Back Croatia: Minority languages widely used in education, but too limited in public administration and broadcasting, among findings in new report

Croatia: Minority languages widely used in education, but too limited in public administration and broadcasting, among findings in new report

Strasbourg, 27.05.2024 – A report published today by the Committee of Experts for the European Charter for Regional or Minority Languages praises Croatia for continued protection and promotion of minority languages for national minorities, and enabling their use in fields such as education, judicial authorities, administration, media or cultural life, but it also stresses that much more needs to be done to broaden their use.

The Charter, which entered into force in Croatia in 1998, covers to varying degrees minority languages including Czech, Hungarian, Italian, Ruthenian, Serbian, Slovak and Ukrainian as well as Boyash Romanian, German, Istro-Romanian and Slovenian.

All minority languages, excepting Istro-Romanian, are present in education in accordance with one of the three applicable models: education in the minority language, bilingual education, or teaching the minority language together with its related history and culture. However, some minority languages still lack continuity between various levels of education. It is important that in practice teaching the minority language together with the related history and culture, which is often the most widespread model, takes place for a sufficient number of hours. The recent introduction of teaching Boyash Romanian is a “commendable development” according to the report, which should be further strengthened. But the Croatian authorities should take “resolute steps” to provide for the teaching and promotion of Istro-Romanian, which the report categorises as “severely endangered”.

With exceptions for Italian, minority languages are present only to a limited extent in public administration. The one-third threshold requirement for their equal and official use is too high, the experts say. The report also stresses that “voluntary introduction” of minority language use by local and regional authorities is not sufficiently promoted and applied. Furthermore, even when the one-third threshold is met, no guarantee exists for the practical application of equal and official use of minority languages.  For place name signs, the report points out that municipalities rarely use the Cyrillic script for Serbian.
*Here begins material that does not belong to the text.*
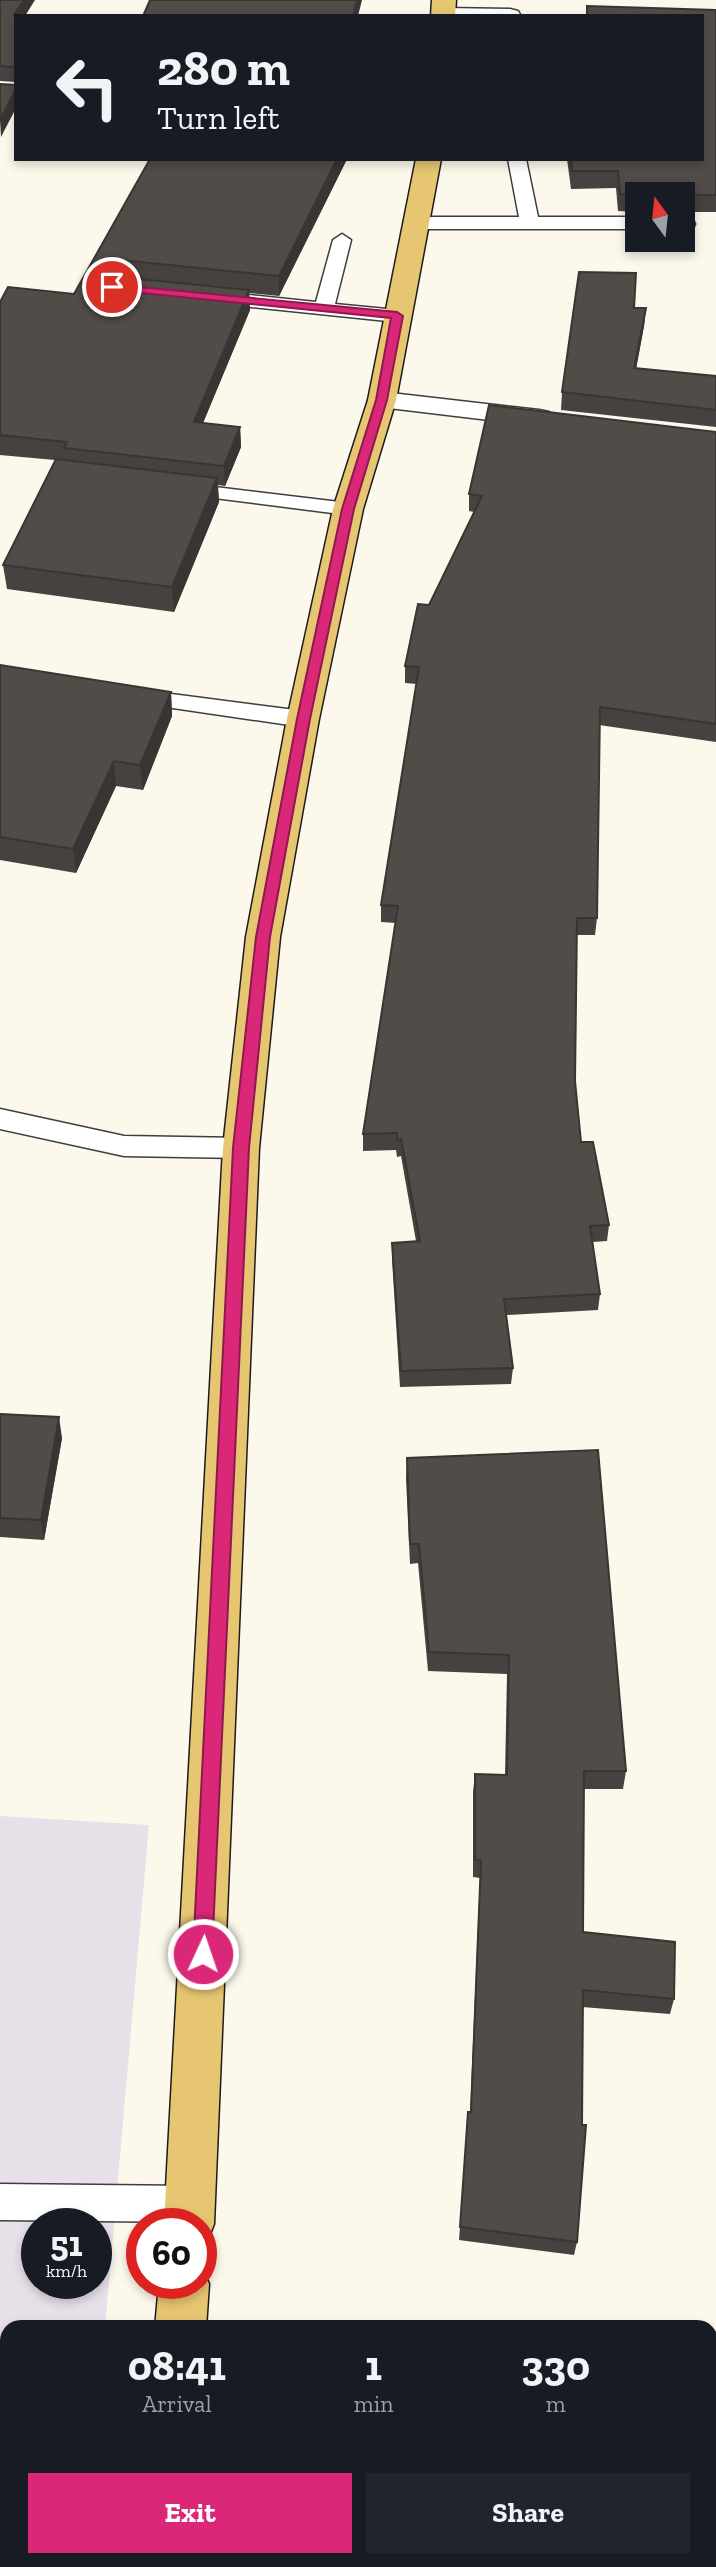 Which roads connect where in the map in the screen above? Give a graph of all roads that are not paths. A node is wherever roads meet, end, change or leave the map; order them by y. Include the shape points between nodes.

The report calls on the Croatian authorities to ensure implementation of the Charter in all areas where minority language speakers are traditionally present in sufficient numbers, irrespective of thresholds and to facilitate the use of minority languages in practice.

The use of minority languages in public broadcasting is also wanting. While certain branches of the public broadcaster and local or regional radio stations ensure a certain minority language presence, this is not the case for television.

The report includes the following list of “priority” recommendations transmitted to the Committee of Ministers:

Take resolute steps to promote awareness and tolerance vis-à-vis the minority languages and the cultures they represent as an integral part of the cultural heritage of Croatia, both in the general curriculum at all stages of education and in the media, as well as by increasing their visibility in the public space.

Take necessary measures to introduce minority languages in equal and official use, irrespective of the threshold and ensure that each minority language covered by the Charter is in equal and official use in at least one local self-government unit.

Ensure the use of minority languages in practice at the level of the local branches of state authorities, and of county and local authorities.

Extend the use of minority languages in education to ensure continuity from pre-school to secondary education for each language.

Provide for each minority language public radio and television programmes with a sufficient duration, regularity and frequency.

The seventh evaluation report of the Committee of Experts of the European Charter for Regional or Minority Languages is based on the information provided by governmental and non-governmental sources, including that obtained during its visit to Croatia in October 2023. It reflects the situation of the minority languages prevailing at the time of the visit.

The evaluation report has been published together with the Croatian authorities’ comments. A summary of the report is available in Croatian.